■ **Required work**
Answer with a number only: how many lines of the data contain "Lookout"?

■ **Study material**
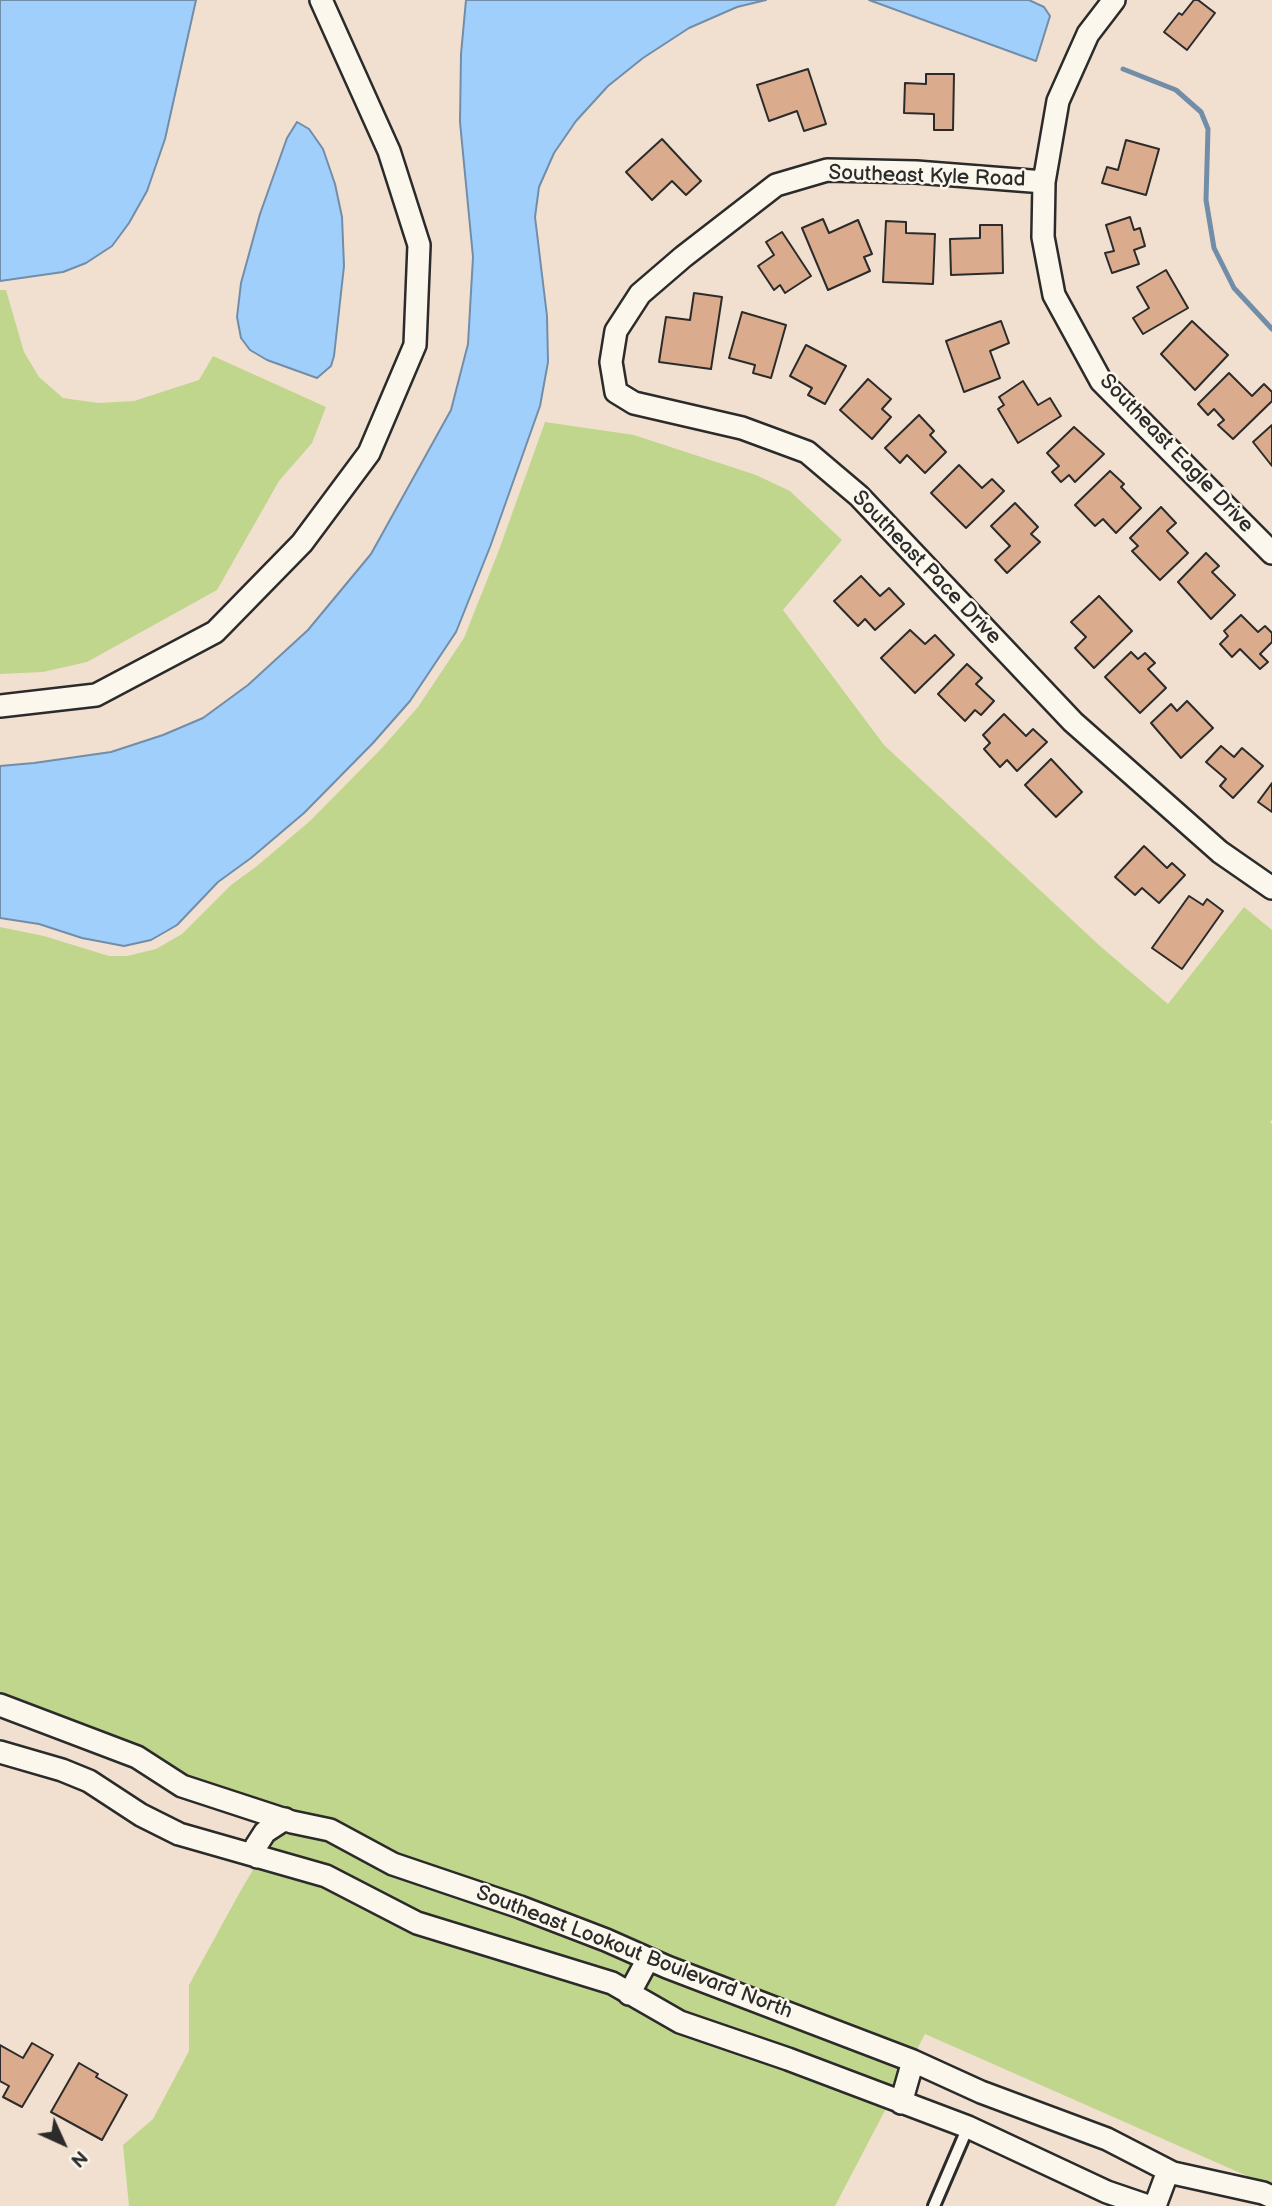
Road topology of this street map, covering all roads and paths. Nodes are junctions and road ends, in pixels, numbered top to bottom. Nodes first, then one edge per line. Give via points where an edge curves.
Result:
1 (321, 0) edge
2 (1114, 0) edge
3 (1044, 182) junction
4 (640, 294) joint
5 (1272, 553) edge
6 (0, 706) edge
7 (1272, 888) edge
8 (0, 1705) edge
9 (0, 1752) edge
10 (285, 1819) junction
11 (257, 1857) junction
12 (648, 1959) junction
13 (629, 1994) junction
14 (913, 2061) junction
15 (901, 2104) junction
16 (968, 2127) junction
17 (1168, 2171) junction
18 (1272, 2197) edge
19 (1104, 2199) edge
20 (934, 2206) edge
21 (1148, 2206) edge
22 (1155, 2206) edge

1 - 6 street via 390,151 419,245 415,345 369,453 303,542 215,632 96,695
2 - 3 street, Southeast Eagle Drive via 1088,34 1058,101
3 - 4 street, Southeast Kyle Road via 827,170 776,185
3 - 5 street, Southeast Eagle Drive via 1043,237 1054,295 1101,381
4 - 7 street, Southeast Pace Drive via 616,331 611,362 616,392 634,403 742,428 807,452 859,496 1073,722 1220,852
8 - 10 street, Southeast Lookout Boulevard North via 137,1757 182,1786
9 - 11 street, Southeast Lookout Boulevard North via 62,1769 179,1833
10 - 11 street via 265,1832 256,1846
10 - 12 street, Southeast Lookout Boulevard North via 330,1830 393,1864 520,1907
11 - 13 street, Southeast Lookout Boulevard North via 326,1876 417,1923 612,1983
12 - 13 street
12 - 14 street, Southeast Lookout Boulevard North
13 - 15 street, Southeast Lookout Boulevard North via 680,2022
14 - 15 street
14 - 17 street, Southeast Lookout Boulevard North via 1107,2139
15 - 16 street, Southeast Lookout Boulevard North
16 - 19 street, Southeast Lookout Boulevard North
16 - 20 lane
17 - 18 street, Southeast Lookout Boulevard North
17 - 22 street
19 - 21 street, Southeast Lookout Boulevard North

■ **Final answer**
11